══ DATA
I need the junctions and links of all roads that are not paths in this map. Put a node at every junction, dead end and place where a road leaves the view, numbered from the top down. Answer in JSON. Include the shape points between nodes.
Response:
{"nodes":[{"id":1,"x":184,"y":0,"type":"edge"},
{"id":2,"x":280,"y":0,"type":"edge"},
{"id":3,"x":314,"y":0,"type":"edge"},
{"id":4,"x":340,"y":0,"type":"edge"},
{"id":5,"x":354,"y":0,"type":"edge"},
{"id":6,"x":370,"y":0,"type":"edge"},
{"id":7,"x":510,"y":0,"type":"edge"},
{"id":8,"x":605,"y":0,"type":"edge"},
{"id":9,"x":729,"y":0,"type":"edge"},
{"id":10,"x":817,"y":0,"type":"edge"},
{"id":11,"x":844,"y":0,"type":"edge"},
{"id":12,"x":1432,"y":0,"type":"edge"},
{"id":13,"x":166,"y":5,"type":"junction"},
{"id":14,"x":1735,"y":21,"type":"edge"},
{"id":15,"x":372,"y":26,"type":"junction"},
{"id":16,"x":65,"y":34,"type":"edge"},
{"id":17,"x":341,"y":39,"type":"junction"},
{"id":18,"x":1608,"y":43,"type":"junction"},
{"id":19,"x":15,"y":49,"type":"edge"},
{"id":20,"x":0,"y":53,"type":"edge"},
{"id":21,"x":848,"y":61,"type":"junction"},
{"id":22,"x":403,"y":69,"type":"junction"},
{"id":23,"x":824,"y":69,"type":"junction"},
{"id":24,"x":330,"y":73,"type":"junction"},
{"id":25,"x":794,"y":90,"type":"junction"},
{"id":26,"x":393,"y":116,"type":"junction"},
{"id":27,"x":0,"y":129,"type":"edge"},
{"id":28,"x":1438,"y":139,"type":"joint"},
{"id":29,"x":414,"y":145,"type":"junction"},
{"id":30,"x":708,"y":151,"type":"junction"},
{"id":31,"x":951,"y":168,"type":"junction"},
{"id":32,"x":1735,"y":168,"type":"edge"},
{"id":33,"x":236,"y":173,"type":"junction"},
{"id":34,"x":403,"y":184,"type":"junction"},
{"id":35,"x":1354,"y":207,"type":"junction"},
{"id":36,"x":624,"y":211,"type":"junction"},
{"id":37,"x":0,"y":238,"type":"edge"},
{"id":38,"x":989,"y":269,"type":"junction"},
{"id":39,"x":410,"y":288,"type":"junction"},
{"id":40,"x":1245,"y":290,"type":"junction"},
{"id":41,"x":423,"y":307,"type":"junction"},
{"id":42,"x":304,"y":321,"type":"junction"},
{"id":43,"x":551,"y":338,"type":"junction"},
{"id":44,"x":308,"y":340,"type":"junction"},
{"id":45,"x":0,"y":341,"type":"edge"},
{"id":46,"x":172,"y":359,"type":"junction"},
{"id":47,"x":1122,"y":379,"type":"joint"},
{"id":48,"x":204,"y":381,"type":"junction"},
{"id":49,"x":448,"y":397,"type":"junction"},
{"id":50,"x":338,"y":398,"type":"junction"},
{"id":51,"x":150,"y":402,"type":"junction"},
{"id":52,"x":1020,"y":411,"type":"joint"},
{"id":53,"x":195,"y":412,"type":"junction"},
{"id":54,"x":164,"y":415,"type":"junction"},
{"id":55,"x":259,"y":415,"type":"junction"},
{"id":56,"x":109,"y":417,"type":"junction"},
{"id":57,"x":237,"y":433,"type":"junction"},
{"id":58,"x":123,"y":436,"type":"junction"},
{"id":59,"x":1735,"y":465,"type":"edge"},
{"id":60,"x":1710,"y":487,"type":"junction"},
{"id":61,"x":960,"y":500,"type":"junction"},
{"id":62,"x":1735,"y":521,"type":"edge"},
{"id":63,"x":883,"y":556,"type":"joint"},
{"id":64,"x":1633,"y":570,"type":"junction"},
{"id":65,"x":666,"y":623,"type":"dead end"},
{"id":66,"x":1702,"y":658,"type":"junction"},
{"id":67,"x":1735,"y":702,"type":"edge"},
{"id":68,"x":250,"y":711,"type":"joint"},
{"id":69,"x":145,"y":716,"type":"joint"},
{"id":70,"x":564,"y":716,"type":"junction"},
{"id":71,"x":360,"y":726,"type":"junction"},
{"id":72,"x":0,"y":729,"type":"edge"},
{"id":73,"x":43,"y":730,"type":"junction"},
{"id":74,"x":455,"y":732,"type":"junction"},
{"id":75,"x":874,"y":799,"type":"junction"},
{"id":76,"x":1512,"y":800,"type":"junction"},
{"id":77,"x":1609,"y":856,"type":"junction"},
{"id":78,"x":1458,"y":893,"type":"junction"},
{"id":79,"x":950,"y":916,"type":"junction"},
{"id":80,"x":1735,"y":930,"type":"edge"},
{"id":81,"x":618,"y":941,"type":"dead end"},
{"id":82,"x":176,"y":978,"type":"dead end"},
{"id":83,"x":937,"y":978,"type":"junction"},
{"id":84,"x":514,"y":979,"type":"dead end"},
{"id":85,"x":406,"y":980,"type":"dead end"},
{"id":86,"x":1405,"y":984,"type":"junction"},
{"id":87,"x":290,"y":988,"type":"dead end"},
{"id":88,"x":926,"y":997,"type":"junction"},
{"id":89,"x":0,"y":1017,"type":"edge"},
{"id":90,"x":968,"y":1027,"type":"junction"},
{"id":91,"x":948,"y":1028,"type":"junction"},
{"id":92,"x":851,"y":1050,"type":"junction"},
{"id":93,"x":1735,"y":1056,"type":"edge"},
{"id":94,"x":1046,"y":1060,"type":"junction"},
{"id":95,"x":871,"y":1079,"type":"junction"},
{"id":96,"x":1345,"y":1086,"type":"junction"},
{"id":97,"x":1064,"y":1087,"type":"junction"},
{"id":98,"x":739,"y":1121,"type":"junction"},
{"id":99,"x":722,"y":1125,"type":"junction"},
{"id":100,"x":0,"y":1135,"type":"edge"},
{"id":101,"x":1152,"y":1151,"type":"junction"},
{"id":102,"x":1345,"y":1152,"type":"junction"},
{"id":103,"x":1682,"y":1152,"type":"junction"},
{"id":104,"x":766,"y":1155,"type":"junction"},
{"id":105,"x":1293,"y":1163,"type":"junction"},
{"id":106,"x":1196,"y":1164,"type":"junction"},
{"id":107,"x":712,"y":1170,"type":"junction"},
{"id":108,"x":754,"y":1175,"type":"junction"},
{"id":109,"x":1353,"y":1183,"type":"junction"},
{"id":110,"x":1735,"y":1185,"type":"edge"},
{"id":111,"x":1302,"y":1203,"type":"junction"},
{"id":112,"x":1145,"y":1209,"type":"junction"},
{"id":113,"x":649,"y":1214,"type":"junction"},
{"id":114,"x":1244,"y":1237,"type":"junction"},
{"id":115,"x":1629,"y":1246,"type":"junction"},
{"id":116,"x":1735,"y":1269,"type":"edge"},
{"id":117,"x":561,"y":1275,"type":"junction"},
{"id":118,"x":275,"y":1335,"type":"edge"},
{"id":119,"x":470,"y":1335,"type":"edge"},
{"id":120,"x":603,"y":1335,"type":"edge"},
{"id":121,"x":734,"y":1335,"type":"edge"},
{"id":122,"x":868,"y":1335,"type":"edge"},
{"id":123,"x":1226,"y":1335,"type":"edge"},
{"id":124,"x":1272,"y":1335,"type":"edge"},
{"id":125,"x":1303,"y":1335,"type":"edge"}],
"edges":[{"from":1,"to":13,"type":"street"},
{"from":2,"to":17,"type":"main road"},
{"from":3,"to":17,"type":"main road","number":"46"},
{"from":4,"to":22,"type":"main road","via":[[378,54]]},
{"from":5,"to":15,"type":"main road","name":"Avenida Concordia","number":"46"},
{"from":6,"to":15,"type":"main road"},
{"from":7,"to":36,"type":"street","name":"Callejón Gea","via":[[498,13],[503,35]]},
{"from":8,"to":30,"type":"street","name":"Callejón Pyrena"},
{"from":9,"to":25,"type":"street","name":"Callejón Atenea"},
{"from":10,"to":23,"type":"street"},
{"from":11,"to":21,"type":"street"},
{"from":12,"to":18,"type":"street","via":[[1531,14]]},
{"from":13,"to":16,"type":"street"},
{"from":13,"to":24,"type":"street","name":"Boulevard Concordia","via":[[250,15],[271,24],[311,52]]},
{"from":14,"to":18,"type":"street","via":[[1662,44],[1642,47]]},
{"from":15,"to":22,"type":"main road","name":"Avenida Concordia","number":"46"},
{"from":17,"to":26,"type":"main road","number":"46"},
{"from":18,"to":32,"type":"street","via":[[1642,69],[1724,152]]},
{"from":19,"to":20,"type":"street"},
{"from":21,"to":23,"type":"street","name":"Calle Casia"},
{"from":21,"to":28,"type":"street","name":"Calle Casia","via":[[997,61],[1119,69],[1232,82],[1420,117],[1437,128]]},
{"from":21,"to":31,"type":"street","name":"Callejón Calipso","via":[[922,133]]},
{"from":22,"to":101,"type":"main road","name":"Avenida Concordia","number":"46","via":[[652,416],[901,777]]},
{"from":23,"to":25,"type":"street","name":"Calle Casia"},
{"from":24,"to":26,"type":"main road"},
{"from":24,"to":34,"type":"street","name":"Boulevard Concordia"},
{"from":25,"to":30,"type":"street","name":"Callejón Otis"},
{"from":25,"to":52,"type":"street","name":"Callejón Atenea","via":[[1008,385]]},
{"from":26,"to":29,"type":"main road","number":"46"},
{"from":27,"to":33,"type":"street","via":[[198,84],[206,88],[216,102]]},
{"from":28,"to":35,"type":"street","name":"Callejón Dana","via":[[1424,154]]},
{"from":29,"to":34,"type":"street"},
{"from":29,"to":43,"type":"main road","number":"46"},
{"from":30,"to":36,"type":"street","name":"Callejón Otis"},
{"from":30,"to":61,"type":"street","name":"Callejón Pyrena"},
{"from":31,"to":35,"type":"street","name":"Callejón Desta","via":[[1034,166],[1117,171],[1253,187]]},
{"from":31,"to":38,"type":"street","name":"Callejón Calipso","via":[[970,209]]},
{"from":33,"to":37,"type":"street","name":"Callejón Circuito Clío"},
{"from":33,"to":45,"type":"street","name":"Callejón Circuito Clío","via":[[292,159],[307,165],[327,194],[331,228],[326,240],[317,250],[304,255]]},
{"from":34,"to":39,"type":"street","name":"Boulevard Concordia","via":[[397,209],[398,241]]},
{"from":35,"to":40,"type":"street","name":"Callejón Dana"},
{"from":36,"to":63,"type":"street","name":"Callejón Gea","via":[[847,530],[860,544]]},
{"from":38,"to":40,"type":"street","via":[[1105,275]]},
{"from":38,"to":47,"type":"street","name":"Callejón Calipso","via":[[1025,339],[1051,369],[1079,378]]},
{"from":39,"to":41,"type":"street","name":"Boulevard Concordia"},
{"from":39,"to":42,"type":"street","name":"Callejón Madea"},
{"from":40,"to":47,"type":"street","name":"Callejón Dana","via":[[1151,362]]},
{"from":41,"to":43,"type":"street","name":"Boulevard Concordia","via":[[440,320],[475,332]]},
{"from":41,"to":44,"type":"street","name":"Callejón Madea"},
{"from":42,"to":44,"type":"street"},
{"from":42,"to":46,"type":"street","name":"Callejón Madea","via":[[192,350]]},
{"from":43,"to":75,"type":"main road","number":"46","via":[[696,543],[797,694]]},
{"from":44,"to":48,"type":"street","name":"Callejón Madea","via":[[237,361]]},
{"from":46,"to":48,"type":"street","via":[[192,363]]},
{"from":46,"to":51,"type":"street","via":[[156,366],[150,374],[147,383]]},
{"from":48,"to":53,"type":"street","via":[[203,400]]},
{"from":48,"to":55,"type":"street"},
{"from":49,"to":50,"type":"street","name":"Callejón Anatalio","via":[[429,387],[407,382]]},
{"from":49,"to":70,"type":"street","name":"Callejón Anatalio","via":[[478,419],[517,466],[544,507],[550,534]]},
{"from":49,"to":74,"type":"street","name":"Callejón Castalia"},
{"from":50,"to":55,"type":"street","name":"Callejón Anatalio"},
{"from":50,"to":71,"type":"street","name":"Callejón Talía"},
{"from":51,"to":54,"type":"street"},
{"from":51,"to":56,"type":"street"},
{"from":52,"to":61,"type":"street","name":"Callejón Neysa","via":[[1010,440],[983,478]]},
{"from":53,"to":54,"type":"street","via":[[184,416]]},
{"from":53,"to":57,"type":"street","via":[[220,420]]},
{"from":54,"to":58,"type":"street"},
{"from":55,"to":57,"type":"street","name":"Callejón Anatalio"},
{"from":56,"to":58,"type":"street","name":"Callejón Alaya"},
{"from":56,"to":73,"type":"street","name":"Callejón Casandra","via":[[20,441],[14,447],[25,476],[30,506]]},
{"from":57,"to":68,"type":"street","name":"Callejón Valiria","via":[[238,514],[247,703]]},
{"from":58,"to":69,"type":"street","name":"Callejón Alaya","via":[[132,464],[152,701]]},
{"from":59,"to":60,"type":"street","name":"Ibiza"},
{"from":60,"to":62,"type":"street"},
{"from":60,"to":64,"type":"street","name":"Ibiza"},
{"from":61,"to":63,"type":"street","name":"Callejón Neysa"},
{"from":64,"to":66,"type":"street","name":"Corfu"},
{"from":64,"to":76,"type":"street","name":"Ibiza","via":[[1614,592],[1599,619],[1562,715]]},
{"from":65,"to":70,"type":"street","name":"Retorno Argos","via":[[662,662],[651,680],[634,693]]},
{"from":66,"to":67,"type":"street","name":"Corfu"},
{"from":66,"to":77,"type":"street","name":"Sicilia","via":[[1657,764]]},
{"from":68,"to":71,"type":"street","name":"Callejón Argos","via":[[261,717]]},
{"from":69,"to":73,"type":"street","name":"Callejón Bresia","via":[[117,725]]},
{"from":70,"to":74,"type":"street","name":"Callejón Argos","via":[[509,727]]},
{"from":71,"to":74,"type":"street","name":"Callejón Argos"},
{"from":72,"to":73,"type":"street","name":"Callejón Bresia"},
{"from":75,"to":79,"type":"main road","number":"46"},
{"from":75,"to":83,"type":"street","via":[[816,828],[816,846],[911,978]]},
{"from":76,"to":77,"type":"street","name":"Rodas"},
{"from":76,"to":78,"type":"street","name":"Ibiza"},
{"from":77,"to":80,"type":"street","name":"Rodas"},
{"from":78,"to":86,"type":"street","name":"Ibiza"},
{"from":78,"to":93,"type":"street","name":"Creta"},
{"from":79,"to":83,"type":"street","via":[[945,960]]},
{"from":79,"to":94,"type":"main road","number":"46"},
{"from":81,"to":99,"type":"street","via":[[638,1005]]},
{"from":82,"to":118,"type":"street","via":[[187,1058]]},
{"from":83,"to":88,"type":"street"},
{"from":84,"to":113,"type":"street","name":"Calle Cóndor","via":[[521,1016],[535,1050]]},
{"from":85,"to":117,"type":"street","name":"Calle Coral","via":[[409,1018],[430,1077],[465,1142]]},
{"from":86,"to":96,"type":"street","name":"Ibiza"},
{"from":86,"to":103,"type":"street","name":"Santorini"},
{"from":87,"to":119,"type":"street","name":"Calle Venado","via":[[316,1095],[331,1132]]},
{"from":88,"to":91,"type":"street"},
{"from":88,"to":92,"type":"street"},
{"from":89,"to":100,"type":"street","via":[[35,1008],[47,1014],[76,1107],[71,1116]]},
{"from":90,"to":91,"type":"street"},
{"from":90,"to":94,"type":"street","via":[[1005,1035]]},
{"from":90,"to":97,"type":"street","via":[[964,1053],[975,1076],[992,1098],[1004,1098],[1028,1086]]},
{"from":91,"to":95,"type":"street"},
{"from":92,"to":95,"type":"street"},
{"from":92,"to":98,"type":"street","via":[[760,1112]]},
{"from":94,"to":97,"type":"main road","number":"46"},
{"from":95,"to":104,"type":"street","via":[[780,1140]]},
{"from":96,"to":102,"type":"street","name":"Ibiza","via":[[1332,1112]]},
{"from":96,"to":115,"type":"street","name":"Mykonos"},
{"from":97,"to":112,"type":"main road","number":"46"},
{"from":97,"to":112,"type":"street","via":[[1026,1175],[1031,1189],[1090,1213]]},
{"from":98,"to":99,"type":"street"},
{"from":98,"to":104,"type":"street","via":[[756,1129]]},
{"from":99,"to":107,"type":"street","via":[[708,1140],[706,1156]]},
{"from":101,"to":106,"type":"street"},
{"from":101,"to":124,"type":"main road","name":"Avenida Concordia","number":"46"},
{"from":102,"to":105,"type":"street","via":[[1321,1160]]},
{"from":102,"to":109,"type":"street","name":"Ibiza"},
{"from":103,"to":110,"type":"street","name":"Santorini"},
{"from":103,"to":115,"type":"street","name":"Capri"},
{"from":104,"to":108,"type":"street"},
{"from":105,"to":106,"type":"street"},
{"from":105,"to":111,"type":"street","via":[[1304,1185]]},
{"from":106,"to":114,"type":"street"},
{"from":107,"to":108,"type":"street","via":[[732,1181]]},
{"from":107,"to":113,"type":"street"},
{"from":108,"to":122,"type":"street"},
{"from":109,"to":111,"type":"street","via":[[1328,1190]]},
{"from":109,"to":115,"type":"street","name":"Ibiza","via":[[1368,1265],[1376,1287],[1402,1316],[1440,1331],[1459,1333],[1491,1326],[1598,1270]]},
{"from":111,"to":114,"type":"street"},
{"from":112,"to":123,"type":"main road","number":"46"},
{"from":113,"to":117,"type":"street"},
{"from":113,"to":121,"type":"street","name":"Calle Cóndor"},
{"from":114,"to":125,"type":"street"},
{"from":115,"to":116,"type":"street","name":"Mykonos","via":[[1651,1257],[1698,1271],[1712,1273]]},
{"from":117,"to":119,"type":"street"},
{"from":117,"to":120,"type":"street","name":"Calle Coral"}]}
════
▶ [PROBLEM REQUIREMENTS]: Which lines contain "Argos"? Copy each of them from the listing.

▶ [SOLUTION TO THIS EXERCISE]:
{"from":65,"to":70,"type":"street","name":"Retorno Argos","via":[[662,662],[651,680],[634,693]]},
{"from":68,"to":71,"type":"street","name":"Callejón Argos","via":[[261,717]]},
{"from":70,"to":74,"type":"street","name":"Callejón Argos","via":[[509,727]]},
{"from":71,"to":74,"type":"street","name":"Callejón Argos"},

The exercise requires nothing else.